- **TASK INSTRUCTIONS**
With the listing in front of you, retype it exactly.

------ RECORDS SHOWN ------

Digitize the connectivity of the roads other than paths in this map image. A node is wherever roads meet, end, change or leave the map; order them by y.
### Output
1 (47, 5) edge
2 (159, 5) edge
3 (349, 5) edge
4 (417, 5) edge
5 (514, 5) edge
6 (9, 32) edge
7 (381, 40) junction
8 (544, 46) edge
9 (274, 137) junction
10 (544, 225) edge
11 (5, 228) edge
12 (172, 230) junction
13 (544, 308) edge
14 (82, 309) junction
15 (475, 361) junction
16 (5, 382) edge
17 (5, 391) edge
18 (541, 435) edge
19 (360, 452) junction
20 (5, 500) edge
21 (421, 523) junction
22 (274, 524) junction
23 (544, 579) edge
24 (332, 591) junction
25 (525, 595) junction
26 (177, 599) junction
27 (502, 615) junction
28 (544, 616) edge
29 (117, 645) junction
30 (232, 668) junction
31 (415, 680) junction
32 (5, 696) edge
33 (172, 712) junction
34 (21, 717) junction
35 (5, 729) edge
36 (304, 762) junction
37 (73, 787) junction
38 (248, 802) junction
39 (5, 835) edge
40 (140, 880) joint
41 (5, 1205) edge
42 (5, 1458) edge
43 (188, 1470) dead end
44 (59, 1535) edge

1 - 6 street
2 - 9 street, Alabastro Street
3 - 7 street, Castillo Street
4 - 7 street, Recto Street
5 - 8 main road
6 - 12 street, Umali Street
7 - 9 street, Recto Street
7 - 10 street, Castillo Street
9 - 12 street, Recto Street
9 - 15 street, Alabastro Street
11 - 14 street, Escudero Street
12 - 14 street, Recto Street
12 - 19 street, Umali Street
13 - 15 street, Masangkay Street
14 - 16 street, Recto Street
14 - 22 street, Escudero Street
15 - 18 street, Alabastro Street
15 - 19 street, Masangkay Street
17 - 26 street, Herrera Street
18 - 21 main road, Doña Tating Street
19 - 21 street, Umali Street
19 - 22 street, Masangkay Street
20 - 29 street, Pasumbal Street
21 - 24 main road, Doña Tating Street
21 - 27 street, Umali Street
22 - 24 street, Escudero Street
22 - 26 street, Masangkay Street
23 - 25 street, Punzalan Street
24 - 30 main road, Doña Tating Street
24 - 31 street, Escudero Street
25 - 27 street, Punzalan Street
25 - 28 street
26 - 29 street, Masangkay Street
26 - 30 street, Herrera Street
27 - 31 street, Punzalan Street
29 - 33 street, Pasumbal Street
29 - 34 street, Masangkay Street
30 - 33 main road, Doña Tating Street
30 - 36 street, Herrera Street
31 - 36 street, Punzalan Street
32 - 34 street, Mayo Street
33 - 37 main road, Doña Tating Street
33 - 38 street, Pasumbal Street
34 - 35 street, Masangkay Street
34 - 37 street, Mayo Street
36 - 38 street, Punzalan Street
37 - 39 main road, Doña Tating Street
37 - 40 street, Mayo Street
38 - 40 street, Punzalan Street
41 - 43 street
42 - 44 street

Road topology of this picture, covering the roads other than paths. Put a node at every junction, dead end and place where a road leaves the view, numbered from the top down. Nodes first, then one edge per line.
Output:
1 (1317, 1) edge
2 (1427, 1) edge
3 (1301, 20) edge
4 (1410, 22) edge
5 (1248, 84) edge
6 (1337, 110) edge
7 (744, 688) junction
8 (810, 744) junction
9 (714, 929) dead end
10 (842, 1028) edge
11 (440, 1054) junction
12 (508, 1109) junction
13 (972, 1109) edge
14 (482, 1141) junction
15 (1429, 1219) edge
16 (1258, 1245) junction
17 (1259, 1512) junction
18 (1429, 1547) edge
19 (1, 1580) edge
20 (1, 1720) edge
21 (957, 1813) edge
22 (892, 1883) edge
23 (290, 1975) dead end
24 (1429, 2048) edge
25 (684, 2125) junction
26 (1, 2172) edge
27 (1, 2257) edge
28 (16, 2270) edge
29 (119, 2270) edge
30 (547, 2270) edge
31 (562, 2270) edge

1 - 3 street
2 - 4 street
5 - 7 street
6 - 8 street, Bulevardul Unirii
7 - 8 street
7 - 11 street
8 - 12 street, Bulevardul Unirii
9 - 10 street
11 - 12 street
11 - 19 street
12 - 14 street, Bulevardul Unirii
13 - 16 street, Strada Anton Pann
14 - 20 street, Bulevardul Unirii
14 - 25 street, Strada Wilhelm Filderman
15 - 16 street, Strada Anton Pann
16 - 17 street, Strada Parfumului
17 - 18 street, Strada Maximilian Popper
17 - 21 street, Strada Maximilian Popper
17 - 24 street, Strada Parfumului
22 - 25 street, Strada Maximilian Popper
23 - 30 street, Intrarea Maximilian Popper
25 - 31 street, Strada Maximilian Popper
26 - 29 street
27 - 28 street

------

- **RESPONSE BELOW**
Digitize the connectivity of the roads other than paths in this map image. A node is wherever roads meet, end, change or leave the map; order them by y.
### Output
1 (47, 5) edge
2 (159, 5) edge
3 (349, 5) edge
4 (417, 5) edge
5 (514, 5) edge
6 (9, 32) edge
7 (381, 40) junction
8 (544, 46) edge
9 (274, 137) junction
10 (544, 225) edge
11 (5, 228) edge
12 (172, 230) junction
13 (544, 308) edge
14 (82, 309) junction
15 (475, 361) junction
16 (5, 382) edge
17 (5, 391) edge
18 (541, 435) edge
19 (360, 452) junction
20 (5, 500) edge
21 (421, 523) junction
22 (274, 524) junction
23 (544, 579) edge
24 (332, 591) junction
25 (525, 595) junction
26 (177, 599) junction
27 (502, 615) junction
28 (544, 616) edge
29 (117, 645) junction
30 (232, 668) junction
31 (415, 680) junction
32 (5, 696) edge
33 (172, 712) junction
34 (21, 717) junction
35 (5, 729) edge
36 (304, 762) junction
37 (73, 787) junction
38 (248, 802) junction
39 (5, 835) edge
40 (140, 880) joint
41 (5, 1205) edge
42 (5, 1458) edge
43 (188, 1470) dead end
44 (59, 1535) edge

1 - 6 street
2 - 9 street, Alabastro Street
3 - 7 street, Castillo Street
4 - 7 street, Recto Street
5 - 8 main road
6 - 12 street, Umali Street
7 - 9 street, Recto Street
7 - 10 street, Castillo Street
9 - 12 street, Recto Street
9 - 15 street, Alabastro Street
11 - 14 street, Escudero Street
12 - 14 street, Recto Street
12 - 19 street, Umali Street
13 - 15 street, Masangkay Street
14 - 16 street, Recto Street
14 - 22 street, Escudero Street
15 - 18 street, Alabastro Street
15 - 19 street, Masangkay Street
17 - 26 street, Herrera Street
18 - 21 main road, Doña Tating Street
19 - 21 street, Umali Street
19 - 22 street, Masangkay Street
20 - 29 street, Pasumbal Street
21 - 24 main road, Doña Tating Street
21 - 27 street, Umali Street
22 - 24 street, Escudero Street
22 - 26 street, Masangkay Street
23 - 25 street, Punzalan Street
24 - 30 main road, Doña Tating Street
24 - 31 street, Escudero Street
25 - 27 street, Punzalan Street
25 - 28 street
26 - 29 street, Masangkay Street
26 - 30 street, Herrera Street
27 - 31 street, Punzalan Street
29 - 33 street, Pasumbal Street
29 - 34 street, Masangkay Street
30 - 33 main road, Doña Tating Street
30 - 36 street, Herrera Street
31 - 36 street, Punzalan Street
32 - 34 street, Mayo Street
33 - 37 main road, Doña Tating Street
33 - 38 street, Pasumbal Street
34 - 35 street, Masangkay Street
34 - 37 street, Mayo Street
36 - 38 street, Punzalan Street
37 - 39 main road, Doña Tating Street
37 - 40 street, Mayo Street
38 - 40 street, Punzalan Street
41 - 43 street
42 - 44 street

Road topology of this picture, covering the roads other than paths. Put a node at every junction, dead end and place where a road leaves the view, numbered from the top down. Nodes first, then one edge per line.
Output:
1 (1317, 1) edge
2 (1427, 1) edge
3 (1301, 20) edge
4 (1410, 22) edge
5 (1248, 84) edge
6 (1337, 110) edge
7 (744, 688) junction
8 (810, 744) junction
9 (714, 929) dead end
10 (842, 1028) edge
11 (440, 1054) junction
12 (508, 1109) junction
13 (972, 1109) edge
14 (482, 1141) junction
15 (1429, 1219) edge
16 (1258, 1245) junction
17 (1259, 1512) junction
18 (1429, 1547) edge
19 (1, 1580) edge
20 (1, 1720) edge
21 (957, 1813) edge
22 (892, 1883) edge
23 (290, 1975) dead end
24 (1429, 2048) edge
25 (684, 2125) junction
26 (1, 2172) edge
27 (1, 2257) edge
28 (16, 2270) edge
29 (119, 2270) edge
30 (547, 2270) edge
31 (562, 2270) edge

1 - 3 street
2 - 4 street
5 - 7 street
6 - 8 street, Bulevardul Unirii
7 - 8 street
7 - 11 street
8 - 12 street, Bulevardul Unirii
9 - 10 street
11 - 12 street
11 - 19 street
12 - 14 street, Bulevardul Unirii
13 - 16 street, Strada Anton Pann
14 - 20 street, Bulevardul Unirii
14 - 25 street, Strada Wilhelm Filderman
15 - 16 street, Strada Anton Pann
16 - 17 street, Strada Parfumului
17 - 18 street, Strada Maximilian Popper
17 - 21 street, Strada Maximilian Popper
17 - 24 street, Strada Parfumului
22 - 25 street, Strada Maximilian Popper
23 - 30 street, Intrarea Maximilian Popper
25 - 31 street, Strada Maximilian Popper
26 - 29 street
27 - 28 street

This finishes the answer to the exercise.